Human White Adipose Tissue Displays Selective Insulin Resist
Selective hepatic insulin resistance is a feature of obesity and type 2 diabetes. Whether similar mechanisms operate in white adipose tissue (WAT) of those with obesity and to what extent these are normalized by weight loss are unknown.

This study determined insulin sensitivity by hyperinsulinemic euglycemic clamp and insulin response in subcutaneous WAT by RNA sequencing in 23 women with obesity before and 2 years after bariatric surgery. To control for effects of surgery, women postsurgery were matched to never-obese women.
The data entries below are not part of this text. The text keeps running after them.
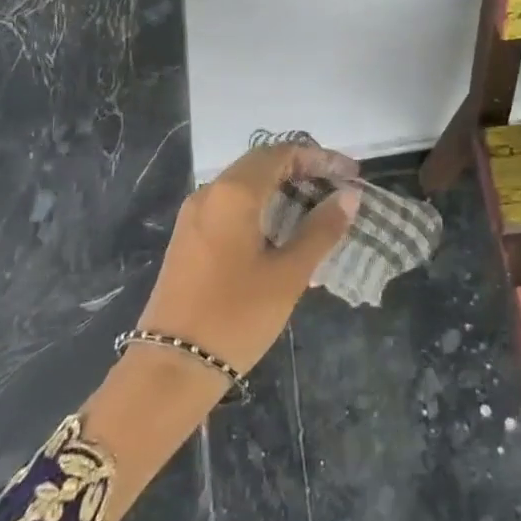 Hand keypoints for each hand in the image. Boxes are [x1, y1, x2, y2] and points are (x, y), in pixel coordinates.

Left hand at [86, 142, 360, 520]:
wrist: (170, 368)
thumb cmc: (235, 317)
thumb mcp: (288, 274)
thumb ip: (321, 230)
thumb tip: (349, 196)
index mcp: (234, 192)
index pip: (282, 153)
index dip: (320, 158)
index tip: (351, 175)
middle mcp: (210, 192)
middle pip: (262, 164)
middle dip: (302, 171)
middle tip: (337, 191)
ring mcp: (195, 215)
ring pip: (245, 185)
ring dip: (282, 190)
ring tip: (318, 214)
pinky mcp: (189, 237)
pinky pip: (231, 207)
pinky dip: (262, 209)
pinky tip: (284, 236) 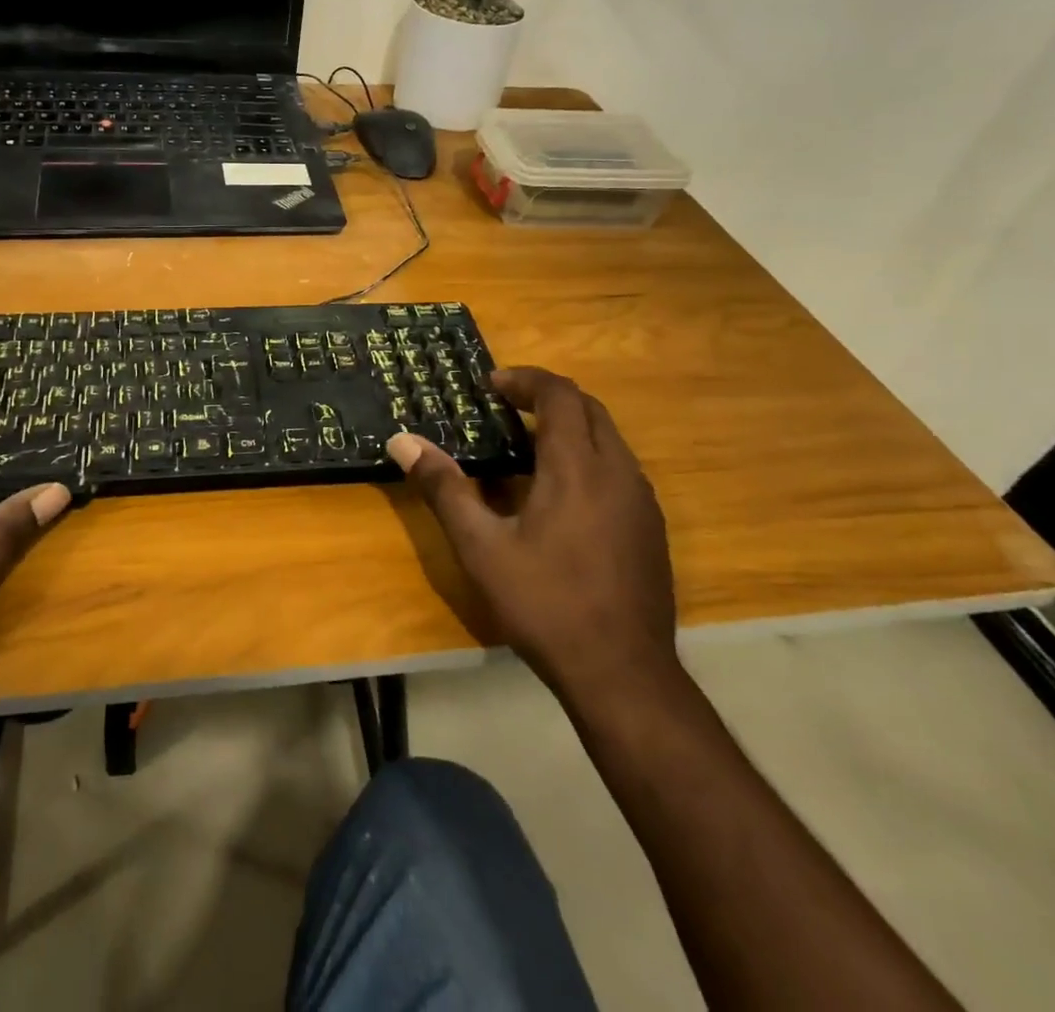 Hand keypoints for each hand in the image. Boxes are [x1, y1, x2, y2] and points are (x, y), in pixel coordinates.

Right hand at [387, 367, 675, 702]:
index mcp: (577, 468)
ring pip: (609, 439)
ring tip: (526, 447)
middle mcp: (618, 472)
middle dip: (547, 398)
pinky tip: (559, 496)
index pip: (560, 395)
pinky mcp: (651, 528)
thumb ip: (444, 489)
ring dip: (569, 427)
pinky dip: (587, 457)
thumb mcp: (481, 547)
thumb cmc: (546, 603)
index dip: (525, 380)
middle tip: (505, 407)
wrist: (623, 674)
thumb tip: (403, 442)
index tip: (491, 385)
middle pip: (589, 409)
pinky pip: (619, 469)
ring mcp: (642, 501) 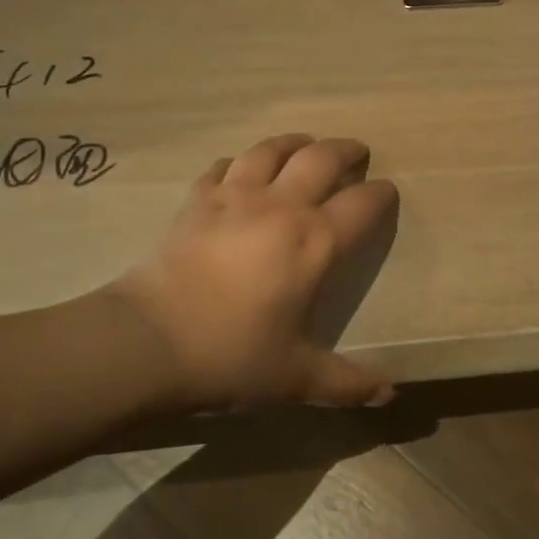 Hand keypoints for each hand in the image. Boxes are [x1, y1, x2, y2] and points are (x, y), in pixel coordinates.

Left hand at [93, 134, 399, 412]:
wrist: (148, 343)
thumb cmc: (232, 356)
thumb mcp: (296, 378)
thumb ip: (348, 383)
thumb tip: (390, 396)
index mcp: (316, 242)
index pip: (363, 204)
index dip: (382, 194)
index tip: (388, 192)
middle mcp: (282, 207)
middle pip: (322, 158)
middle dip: (346, 150)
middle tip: (356, 152)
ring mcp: (235, 197)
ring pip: (271, 149)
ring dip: (294, 142)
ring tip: (304, 144)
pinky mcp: (196, 201)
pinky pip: (221, 167)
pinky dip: (237, 163)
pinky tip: (238, 170) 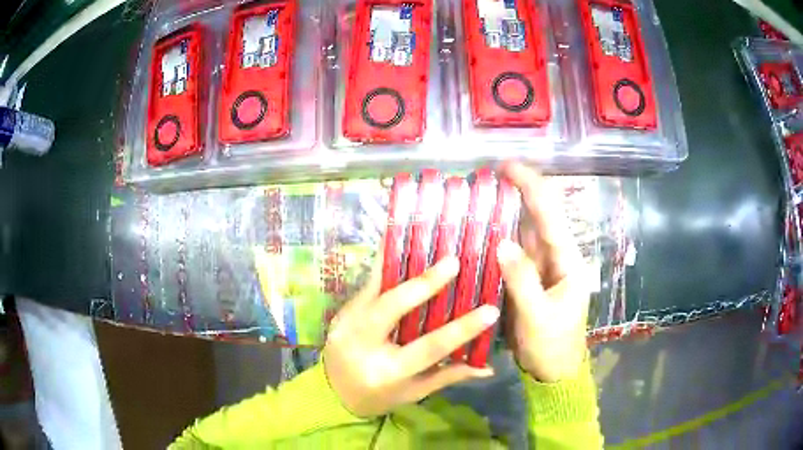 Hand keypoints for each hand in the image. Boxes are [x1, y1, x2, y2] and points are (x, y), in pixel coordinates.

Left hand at [323, 257, 499, 417]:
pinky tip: (398, 245)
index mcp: (387, 371)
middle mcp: (364, 344)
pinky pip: (366, 285)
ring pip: (376, 289)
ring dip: (402, 264)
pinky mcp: (341, 311)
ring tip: (426, 242)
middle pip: (393, 307)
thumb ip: (448, 375)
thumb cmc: (379, 396)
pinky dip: (384, 266)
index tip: (491, 310)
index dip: (462, 329)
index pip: (430, 347)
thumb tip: (488, 366)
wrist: (333, 393)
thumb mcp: (414, 392)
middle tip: (453, 262)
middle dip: (424, 283)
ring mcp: (347, 324)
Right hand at [498, 162, 590, 382]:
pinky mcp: (527, 279)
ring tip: (475, 199)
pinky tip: (478, 233)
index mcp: (567, 260)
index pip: (550, 213)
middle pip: (537, 216)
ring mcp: (540, 267)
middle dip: (514, 193)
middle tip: (481, 181)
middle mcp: (555, 256)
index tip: (504, 167)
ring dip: (502, 214)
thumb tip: (502, 242)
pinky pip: (512, 253)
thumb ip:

Multidimensional analyses of 138 samples allowed us to classify the effects of insulin into three distinct expression responses: a common set was present in all three groups and included genes encoding several lipid/cholesterol biosynthesis enzymes; a set of obesity-attenuated genes linked to tissue remodeling and protein translation was selectively regulated in the two nonobese states; and several postobesity-enriched genes encoding proteins involved in, for example, one-carbon metabolism were only responsive to insulin in the women who had lost weight.

Altogether, human WAT displays a selective insulin response in the obese state, where most genes are normalized by weight loss. This comprehensive atlas provides insights into the transcriptional effects of insulin in WAT and may identify targets to improve insulin action.